▸ EXERCISE PROMPT: Go through the data below. Pull out every line that has the word "joint".
### SUPPLIED RECORDS ###
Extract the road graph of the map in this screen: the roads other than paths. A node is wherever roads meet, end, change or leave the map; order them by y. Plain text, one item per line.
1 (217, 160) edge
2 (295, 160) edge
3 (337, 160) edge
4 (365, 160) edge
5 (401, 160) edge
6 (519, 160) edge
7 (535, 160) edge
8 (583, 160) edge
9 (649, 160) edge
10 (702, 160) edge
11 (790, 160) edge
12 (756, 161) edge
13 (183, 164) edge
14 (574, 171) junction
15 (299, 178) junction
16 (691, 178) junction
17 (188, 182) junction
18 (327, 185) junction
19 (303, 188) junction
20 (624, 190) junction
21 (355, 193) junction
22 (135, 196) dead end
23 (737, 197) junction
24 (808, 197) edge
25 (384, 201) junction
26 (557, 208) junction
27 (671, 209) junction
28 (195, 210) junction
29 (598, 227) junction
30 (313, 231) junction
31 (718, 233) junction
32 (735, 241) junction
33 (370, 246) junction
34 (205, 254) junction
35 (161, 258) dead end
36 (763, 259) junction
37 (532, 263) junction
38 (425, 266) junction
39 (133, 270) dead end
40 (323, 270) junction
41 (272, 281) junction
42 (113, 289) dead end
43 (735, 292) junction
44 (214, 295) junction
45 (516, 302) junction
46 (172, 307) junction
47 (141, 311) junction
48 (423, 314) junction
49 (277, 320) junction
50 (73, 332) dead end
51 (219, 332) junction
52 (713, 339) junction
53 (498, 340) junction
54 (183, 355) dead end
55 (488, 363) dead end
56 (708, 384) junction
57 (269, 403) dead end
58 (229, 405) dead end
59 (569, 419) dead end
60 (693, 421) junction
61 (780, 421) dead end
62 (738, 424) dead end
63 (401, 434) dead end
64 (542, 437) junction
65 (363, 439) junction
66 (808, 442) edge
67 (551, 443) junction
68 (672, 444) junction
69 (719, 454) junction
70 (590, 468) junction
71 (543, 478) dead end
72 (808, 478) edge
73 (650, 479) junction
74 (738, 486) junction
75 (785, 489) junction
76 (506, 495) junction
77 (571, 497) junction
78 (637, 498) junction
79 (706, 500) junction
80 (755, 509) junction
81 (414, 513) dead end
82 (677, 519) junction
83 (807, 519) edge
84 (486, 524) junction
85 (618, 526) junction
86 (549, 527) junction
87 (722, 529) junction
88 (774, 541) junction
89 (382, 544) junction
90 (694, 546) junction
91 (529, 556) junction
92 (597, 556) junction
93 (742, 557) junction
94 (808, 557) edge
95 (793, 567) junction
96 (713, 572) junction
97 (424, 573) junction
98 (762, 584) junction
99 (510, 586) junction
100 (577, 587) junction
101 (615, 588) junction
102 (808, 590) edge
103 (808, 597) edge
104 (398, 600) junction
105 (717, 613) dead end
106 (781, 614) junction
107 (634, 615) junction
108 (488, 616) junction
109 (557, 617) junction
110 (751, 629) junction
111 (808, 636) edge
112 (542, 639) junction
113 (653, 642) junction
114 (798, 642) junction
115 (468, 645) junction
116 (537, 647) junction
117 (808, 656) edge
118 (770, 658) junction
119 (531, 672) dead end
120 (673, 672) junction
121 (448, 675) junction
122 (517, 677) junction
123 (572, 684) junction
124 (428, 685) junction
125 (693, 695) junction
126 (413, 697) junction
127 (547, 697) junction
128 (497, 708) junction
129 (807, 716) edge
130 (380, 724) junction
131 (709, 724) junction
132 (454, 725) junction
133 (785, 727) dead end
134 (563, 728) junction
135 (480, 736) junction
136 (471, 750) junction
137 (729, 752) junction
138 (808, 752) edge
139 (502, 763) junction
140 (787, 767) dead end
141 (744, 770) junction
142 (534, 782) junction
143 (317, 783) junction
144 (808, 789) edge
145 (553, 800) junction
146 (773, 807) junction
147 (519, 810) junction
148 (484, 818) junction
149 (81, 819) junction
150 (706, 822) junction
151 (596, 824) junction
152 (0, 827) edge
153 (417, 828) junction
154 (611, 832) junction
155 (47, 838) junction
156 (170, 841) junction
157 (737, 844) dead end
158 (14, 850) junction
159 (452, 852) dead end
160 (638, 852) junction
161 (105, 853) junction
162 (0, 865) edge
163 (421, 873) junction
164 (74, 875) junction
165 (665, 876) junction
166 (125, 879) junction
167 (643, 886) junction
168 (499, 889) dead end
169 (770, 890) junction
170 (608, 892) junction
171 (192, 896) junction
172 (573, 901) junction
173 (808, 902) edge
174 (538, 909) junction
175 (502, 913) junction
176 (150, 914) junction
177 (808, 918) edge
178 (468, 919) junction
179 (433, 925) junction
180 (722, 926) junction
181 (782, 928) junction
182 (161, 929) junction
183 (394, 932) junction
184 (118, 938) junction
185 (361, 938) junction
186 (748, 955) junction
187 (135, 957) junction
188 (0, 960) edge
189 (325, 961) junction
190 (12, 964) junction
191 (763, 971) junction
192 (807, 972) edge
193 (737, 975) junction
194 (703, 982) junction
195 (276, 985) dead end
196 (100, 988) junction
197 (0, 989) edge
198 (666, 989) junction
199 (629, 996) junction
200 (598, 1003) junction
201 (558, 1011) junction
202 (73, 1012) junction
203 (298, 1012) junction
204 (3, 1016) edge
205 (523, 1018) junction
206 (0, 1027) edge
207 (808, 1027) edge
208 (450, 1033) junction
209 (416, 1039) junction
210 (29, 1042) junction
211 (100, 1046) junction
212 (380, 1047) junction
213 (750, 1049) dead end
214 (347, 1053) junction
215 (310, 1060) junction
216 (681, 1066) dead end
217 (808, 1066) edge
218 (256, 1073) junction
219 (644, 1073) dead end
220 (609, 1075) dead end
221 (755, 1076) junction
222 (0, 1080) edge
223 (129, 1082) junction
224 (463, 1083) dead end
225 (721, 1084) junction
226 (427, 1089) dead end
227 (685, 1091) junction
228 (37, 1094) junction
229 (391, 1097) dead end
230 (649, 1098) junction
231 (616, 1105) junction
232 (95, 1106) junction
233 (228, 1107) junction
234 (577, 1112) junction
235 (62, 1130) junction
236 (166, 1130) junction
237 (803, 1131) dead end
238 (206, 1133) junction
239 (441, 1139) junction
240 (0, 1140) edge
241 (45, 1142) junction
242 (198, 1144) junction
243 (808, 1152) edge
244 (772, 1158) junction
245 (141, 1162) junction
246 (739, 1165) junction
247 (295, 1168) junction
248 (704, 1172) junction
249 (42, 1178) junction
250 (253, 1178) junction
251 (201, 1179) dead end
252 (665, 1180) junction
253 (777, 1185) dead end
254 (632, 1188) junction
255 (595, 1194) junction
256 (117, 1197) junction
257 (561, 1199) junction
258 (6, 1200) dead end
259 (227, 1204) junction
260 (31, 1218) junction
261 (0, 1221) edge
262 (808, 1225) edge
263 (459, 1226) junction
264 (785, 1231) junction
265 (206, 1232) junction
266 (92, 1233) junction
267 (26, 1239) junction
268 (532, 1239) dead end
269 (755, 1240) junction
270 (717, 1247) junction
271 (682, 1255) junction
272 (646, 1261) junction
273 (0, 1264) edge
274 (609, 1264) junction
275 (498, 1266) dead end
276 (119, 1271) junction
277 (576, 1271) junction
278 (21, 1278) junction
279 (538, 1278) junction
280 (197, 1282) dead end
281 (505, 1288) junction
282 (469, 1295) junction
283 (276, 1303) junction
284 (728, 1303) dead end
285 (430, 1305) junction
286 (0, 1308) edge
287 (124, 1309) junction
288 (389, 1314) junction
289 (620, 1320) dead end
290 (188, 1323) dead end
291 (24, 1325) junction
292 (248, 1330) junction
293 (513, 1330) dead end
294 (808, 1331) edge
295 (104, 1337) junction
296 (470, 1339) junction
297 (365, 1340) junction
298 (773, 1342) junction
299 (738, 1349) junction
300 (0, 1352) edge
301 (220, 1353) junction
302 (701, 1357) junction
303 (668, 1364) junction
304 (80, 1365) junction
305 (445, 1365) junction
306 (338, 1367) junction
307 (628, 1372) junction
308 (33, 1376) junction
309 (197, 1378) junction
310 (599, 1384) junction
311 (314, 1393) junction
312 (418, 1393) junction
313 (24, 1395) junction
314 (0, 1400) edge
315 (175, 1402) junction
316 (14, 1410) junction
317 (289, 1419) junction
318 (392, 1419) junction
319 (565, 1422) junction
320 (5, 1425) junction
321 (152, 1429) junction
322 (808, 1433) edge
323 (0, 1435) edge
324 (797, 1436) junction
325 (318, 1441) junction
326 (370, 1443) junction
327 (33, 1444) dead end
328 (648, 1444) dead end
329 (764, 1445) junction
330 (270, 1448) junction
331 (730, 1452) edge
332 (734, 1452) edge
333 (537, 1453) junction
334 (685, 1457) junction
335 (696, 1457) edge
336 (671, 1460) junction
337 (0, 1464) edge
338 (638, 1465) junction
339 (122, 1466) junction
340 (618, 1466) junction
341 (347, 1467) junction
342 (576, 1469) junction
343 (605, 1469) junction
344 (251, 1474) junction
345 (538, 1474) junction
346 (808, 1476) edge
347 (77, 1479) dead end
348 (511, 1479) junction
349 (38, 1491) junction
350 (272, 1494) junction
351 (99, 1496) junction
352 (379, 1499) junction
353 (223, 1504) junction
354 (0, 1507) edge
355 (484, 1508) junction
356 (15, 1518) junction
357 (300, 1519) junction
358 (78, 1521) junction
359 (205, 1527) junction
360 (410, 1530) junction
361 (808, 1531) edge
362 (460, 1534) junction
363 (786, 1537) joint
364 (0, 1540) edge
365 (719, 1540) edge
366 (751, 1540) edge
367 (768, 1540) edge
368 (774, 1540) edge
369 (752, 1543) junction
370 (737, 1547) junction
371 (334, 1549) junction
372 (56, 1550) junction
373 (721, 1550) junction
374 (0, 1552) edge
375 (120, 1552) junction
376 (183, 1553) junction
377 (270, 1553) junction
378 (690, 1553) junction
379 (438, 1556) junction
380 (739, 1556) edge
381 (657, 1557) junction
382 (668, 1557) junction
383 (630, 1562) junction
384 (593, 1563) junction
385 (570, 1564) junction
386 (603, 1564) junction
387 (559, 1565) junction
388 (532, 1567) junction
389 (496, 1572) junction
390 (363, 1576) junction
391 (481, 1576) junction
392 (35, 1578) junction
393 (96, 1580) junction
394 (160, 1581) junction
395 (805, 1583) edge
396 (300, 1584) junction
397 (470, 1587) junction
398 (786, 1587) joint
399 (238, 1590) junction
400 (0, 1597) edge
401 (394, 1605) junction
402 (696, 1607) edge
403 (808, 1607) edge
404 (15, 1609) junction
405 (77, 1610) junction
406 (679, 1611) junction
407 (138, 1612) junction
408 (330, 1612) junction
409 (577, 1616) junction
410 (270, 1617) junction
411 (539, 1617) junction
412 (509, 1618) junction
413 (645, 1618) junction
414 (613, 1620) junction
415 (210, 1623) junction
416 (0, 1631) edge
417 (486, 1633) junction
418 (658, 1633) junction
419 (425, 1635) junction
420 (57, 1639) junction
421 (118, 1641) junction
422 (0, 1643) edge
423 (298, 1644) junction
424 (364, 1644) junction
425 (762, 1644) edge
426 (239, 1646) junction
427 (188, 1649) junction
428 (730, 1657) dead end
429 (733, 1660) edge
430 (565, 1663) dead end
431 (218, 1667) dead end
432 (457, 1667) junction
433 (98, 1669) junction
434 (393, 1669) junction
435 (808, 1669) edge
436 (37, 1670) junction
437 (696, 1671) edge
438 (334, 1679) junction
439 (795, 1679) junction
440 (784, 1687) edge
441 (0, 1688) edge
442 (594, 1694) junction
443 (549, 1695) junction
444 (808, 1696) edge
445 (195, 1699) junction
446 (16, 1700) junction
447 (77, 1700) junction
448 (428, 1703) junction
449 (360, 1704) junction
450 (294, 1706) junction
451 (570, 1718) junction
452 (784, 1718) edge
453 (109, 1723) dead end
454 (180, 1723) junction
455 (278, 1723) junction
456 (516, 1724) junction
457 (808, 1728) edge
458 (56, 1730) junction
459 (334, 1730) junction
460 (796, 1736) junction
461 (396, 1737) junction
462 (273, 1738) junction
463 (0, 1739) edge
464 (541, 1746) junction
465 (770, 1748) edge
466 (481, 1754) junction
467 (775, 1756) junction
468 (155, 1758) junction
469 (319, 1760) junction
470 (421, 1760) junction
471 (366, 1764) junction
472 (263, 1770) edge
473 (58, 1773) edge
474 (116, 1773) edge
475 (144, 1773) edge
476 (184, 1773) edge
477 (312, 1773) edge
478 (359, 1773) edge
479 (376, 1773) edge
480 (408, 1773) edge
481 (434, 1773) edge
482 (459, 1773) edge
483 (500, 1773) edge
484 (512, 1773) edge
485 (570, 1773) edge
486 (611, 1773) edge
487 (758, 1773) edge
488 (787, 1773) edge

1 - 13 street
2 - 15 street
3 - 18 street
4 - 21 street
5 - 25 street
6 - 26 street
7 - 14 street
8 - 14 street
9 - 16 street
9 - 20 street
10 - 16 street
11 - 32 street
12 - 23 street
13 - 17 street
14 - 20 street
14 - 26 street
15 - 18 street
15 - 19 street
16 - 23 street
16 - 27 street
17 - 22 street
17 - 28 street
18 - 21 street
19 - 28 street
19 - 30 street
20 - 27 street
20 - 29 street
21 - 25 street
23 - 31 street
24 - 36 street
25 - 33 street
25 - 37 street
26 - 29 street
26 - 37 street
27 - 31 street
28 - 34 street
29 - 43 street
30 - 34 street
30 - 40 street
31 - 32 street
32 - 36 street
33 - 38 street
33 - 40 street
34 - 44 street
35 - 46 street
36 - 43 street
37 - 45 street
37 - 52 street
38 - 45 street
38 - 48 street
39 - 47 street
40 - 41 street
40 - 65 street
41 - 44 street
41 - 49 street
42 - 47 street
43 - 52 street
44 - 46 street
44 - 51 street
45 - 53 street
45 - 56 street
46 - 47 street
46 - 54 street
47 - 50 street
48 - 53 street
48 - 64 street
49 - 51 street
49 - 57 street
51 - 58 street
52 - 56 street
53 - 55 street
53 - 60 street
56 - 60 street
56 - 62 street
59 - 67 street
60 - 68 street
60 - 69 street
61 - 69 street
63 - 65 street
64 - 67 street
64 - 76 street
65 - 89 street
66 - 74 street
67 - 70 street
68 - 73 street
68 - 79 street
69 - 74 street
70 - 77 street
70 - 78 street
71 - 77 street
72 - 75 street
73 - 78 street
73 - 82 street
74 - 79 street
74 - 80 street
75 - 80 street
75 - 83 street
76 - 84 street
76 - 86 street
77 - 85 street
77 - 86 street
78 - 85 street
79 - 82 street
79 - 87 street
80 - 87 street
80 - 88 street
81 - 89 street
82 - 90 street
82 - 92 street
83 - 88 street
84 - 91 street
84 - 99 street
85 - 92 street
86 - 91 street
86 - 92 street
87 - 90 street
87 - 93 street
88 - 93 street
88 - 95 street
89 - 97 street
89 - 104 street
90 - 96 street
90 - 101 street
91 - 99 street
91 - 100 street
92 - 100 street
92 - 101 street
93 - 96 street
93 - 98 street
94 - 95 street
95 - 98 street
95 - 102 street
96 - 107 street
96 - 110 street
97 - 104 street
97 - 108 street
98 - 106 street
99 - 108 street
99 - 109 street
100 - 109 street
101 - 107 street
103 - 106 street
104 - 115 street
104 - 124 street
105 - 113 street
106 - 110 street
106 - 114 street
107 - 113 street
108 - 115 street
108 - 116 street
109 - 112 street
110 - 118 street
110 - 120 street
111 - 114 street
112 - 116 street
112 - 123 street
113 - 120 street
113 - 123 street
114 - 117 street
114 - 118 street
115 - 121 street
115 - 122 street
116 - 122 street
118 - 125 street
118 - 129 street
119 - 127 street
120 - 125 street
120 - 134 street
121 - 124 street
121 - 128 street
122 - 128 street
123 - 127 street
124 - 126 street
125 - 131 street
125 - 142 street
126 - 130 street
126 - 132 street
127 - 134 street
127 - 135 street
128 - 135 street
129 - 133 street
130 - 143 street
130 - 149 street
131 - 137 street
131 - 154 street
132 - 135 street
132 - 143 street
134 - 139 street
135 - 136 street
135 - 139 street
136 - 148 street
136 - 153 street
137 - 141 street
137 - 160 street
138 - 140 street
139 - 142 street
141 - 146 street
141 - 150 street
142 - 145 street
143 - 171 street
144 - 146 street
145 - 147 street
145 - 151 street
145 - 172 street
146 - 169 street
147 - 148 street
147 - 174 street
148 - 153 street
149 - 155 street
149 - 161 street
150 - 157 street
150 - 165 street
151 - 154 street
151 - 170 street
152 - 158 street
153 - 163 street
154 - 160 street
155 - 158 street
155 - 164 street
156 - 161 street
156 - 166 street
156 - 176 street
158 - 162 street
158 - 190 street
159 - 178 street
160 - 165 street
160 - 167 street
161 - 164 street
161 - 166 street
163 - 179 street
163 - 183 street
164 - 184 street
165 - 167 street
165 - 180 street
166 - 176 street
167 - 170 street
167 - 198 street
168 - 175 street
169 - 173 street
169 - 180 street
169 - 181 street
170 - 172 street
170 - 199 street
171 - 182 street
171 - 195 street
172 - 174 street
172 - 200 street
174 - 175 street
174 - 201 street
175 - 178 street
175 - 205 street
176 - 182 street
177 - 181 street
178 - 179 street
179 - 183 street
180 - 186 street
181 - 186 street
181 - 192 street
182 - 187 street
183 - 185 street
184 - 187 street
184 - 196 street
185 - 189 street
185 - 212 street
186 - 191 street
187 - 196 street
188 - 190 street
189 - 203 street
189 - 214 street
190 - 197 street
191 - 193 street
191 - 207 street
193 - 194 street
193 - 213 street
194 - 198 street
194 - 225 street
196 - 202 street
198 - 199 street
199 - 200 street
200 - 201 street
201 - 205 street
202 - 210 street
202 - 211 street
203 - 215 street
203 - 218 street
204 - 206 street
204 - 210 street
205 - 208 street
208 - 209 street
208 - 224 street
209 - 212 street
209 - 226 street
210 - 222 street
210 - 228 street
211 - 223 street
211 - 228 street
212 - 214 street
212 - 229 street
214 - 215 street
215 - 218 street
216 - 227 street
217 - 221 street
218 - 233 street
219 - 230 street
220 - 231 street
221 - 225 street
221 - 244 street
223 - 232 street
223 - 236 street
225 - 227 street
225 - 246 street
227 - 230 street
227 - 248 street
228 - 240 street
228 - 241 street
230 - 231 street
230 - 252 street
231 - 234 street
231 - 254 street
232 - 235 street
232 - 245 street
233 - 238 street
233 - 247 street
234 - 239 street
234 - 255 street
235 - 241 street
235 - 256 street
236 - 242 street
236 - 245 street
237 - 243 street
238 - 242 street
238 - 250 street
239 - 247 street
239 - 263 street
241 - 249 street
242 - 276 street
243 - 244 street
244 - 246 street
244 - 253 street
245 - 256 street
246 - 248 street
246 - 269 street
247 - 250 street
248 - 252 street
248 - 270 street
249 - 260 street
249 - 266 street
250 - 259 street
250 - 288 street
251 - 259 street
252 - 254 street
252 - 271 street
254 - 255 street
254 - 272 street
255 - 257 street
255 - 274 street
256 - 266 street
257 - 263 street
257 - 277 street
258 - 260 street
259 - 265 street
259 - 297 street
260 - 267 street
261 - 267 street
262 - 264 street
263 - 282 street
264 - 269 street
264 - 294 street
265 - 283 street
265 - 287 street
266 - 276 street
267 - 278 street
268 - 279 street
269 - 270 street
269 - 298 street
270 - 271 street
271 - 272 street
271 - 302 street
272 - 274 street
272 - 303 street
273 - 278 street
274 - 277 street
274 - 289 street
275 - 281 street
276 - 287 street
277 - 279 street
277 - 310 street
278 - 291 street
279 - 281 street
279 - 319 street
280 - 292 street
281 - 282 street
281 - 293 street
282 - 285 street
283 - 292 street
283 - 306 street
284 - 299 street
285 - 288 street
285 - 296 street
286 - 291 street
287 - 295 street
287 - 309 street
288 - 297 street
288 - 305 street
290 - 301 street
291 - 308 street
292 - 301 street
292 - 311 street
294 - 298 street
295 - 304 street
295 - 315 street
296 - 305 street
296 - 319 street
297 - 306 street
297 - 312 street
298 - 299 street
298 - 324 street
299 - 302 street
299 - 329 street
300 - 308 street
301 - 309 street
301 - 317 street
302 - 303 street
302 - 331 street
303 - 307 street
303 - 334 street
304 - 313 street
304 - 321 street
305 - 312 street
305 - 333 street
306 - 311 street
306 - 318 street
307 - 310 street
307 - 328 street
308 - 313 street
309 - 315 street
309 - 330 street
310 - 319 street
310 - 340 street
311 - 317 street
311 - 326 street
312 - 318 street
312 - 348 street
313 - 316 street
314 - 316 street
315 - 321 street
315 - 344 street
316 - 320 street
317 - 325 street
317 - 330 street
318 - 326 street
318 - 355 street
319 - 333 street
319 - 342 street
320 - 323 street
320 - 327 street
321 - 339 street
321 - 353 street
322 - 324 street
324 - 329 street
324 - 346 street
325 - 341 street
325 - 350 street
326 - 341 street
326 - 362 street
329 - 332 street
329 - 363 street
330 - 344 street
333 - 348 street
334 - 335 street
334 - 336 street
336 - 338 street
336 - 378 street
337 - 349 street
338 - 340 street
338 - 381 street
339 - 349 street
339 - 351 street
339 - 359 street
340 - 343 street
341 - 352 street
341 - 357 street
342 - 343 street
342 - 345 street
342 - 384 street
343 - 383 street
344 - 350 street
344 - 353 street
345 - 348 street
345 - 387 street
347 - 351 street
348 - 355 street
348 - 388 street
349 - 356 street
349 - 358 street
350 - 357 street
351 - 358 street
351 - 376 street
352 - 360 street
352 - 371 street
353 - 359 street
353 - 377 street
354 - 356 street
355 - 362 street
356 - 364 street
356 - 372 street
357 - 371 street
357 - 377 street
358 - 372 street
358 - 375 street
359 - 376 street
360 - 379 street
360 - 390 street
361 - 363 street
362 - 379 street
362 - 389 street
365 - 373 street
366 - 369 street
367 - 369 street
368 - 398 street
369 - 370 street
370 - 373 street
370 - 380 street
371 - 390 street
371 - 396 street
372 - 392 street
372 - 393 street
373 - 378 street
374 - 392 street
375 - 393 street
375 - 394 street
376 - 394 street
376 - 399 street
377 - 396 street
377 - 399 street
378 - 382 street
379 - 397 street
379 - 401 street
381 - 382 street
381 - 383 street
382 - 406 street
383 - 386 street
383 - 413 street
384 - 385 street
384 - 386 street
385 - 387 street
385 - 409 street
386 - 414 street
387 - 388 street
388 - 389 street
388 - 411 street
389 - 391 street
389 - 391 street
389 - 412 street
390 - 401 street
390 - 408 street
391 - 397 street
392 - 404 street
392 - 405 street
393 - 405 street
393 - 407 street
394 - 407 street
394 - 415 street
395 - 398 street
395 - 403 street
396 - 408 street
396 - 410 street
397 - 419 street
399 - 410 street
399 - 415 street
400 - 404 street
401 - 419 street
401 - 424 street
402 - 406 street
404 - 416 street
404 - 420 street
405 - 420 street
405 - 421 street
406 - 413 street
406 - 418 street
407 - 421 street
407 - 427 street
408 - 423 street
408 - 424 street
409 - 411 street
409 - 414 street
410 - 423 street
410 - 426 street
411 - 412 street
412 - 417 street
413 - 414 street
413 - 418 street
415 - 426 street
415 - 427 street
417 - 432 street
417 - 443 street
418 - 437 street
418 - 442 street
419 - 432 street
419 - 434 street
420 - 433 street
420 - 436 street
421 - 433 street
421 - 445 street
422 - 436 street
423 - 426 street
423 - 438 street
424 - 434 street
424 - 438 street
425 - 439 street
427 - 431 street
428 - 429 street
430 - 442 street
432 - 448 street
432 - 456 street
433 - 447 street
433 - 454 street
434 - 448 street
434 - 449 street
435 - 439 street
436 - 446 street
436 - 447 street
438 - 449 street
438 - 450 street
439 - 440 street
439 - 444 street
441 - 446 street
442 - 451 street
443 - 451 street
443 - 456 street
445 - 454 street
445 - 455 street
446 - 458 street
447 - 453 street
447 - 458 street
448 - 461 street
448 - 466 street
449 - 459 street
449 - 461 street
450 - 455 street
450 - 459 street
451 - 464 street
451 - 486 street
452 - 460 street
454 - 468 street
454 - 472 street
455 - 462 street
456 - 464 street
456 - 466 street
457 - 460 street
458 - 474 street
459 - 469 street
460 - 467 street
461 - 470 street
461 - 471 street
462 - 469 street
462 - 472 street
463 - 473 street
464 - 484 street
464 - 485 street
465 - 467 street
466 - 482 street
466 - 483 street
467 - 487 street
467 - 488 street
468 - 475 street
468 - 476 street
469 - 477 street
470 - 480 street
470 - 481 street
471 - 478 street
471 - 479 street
###
▸ RESPONSE FOR THIS EXERCISE:
363 (786, 1537) joint
398 (786, 1587) joint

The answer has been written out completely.